Before I can say what God is not, I would try to quickly define what time is. What exactly is time? We rarely think about it unless we are short of it. Time is simply a way of measuring motion between a beginning point and an endpoint. How did someone decide exactly the rhythm your second hand on your watch would have? Firstly, they measured the amount of time it takes for the Earth to complete one orbit around the Sun, but instead of saying one orbit is 31,536,000 little bits of time, we split that up into rotations of the planet. So there are 365 rotations in one orbit, and divide that rotation up into consecutively smaller bits, slap some labels on, like minute and year, and violĂ . You have our time measurement system as we know it today. The one thing consistent about what all of those measurements have in common is that they are signifying change.

So when we say that God is eternal, we don’t mean that God has experienced infinitely more moments than we have, for, to experience time, one has to experience change. Where there is no change, there is no time, and the Lord our God never changes. He is the one who is known as the I Am. Not the I was, or the I am becoming. He simply is.

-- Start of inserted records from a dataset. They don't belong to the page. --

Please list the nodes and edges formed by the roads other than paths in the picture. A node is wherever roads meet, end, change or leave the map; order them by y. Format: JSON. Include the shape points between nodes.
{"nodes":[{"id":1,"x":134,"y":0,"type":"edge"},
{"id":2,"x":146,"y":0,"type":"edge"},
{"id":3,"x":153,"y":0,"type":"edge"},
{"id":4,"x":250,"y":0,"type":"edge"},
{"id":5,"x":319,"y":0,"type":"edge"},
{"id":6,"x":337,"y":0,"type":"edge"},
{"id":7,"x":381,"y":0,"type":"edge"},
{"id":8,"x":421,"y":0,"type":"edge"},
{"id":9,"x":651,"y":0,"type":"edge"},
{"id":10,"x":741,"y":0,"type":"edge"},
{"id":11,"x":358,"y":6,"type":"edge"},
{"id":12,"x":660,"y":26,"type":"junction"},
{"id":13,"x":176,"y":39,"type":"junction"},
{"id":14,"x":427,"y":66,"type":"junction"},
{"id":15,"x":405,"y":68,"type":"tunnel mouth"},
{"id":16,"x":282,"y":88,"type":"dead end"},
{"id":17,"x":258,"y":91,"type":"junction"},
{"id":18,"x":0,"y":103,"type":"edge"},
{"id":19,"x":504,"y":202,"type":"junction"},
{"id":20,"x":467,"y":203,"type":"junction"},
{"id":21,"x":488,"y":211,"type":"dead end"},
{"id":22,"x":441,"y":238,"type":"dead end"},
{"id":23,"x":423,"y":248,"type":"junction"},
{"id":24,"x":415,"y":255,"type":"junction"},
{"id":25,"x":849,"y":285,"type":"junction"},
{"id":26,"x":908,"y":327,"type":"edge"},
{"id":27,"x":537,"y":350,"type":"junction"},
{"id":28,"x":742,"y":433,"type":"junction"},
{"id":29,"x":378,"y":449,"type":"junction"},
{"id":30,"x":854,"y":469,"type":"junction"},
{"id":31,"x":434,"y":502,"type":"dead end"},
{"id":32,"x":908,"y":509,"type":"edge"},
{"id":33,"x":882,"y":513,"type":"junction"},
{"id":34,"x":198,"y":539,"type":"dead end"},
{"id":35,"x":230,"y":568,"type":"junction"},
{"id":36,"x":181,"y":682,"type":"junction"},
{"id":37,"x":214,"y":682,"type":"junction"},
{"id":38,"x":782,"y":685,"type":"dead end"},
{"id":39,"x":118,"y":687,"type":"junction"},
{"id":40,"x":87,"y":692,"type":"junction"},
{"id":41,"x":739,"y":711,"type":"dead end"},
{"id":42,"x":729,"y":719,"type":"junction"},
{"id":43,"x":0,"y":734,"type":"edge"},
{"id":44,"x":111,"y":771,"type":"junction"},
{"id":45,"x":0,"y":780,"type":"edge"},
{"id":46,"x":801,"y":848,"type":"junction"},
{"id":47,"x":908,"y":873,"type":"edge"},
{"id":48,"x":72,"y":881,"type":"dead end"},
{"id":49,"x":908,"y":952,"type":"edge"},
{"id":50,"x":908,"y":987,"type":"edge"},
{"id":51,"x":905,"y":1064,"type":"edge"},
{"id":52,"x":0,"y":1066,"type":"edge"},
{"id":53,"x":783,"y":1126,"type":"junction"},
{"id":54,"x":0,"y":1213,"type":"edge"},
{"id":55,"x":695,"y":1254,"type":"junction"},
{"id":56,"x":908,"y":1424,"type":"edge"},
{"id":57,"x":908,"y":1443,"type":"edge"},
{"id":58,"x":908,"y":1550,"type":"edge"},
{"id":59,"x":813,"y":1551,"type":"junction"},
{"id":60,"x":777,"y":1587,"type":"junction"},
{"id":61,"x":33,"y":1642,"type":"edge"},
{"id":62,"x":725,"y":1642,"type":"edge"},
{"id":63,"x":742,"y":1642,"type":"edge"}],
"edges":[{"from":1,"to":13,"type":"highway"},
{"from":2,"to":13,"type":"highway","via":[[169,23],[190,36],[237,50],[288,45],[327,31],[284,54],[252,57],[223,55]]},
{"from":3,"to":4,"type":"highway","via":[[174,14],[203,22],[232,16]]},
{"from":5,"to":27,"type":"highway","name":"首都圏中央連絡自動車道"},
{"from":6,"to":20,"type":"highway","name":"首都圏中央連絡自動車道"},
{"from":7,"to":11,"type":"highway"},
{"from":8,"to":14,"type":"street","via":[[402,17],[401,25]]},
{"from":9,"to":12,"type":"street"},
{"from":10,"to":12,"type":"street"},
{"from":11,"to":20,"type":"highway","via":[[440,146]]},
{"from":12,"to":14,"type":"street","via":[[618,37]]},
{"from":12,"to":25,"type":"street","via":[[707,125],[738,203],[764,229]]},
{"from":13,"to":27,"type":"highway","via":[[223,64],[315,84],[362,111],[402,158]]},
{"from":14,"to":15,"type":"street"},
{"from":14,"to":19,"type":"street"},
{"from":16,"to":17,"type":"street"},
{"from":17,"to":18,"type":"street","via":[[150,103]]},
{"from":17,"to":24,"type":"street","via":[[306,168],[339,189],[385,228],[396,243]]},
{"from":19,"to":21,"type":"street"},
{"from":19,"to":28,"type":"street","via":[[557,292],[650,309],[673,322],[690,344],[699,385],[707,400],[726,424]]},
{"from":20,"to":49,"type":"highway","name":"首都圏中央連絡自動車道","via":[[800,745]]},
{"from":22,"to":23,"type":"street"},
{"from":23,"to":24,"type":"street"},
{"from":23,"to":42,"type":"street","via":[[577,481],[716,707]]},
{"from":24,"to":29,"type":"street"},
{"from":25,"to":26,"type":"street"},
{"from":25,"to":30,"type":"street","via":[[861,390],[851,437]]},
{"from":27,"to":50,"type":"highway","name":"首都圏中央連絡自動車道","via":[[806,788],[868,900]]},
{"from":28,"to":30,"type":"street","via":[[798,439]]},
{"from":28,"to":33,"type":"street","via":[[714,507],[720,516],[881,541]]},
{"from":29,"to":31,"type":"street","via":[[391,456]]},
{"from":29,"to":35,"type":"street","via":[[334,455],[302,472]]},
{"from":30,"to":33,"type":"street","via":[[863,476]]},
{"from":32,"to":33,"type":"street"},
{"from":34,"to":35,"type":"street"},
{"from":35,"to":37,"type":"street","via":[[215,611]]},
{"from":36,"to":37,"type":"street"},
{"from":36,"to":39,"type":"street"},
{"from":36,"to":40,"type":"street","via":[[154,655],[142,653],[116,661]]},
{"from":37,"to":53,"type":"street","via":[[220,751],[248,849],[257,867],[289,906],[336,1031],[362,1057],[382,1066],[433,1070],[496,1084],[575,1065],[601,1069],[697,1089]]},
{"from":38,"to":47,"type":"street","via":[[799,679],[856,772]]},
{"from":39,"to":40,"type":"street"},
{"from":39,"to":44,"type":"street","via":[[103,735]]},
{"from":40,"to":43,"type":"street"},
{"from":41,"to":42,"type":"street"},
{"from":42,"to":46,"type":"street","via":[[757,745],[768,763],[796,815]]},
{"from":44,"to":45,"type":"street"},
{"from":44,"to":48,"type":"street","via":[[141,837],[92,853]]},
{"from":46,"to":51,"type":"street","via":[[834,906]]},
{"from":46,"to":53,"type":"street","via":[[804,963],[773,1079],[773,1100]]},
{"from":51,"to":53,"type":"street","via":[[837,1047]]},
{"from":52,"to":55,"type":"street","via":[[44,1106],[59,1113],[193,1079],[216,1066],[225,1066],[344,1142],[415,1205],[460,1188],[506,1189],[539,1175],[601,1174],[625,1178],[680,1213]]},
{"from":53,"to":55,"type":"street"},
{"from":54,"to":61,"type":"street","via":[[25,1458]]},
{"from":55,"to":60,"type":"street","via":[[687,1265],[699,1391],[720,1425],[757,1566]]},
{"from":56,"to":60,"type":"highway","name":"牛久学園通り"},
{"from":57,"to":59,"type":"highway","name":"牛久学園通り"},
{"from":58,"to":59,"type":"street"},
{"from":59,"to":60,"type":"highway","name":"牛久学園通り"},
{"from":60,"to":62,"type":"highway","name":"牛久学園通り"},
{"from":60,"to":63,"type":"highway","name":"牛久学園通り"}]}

So God is not eternal because He simply lives for infinitely longer than we do, He is eternal because He exists outside of temporal constraints altogether. His existing is not coming and going, as ours is, but it is a single standing limitless unmoving instant of existence. He doesn’t have a life through which He is passing, but He is the life by which He is living. God does not fit into a category of things which are eternal, He is eternality itself.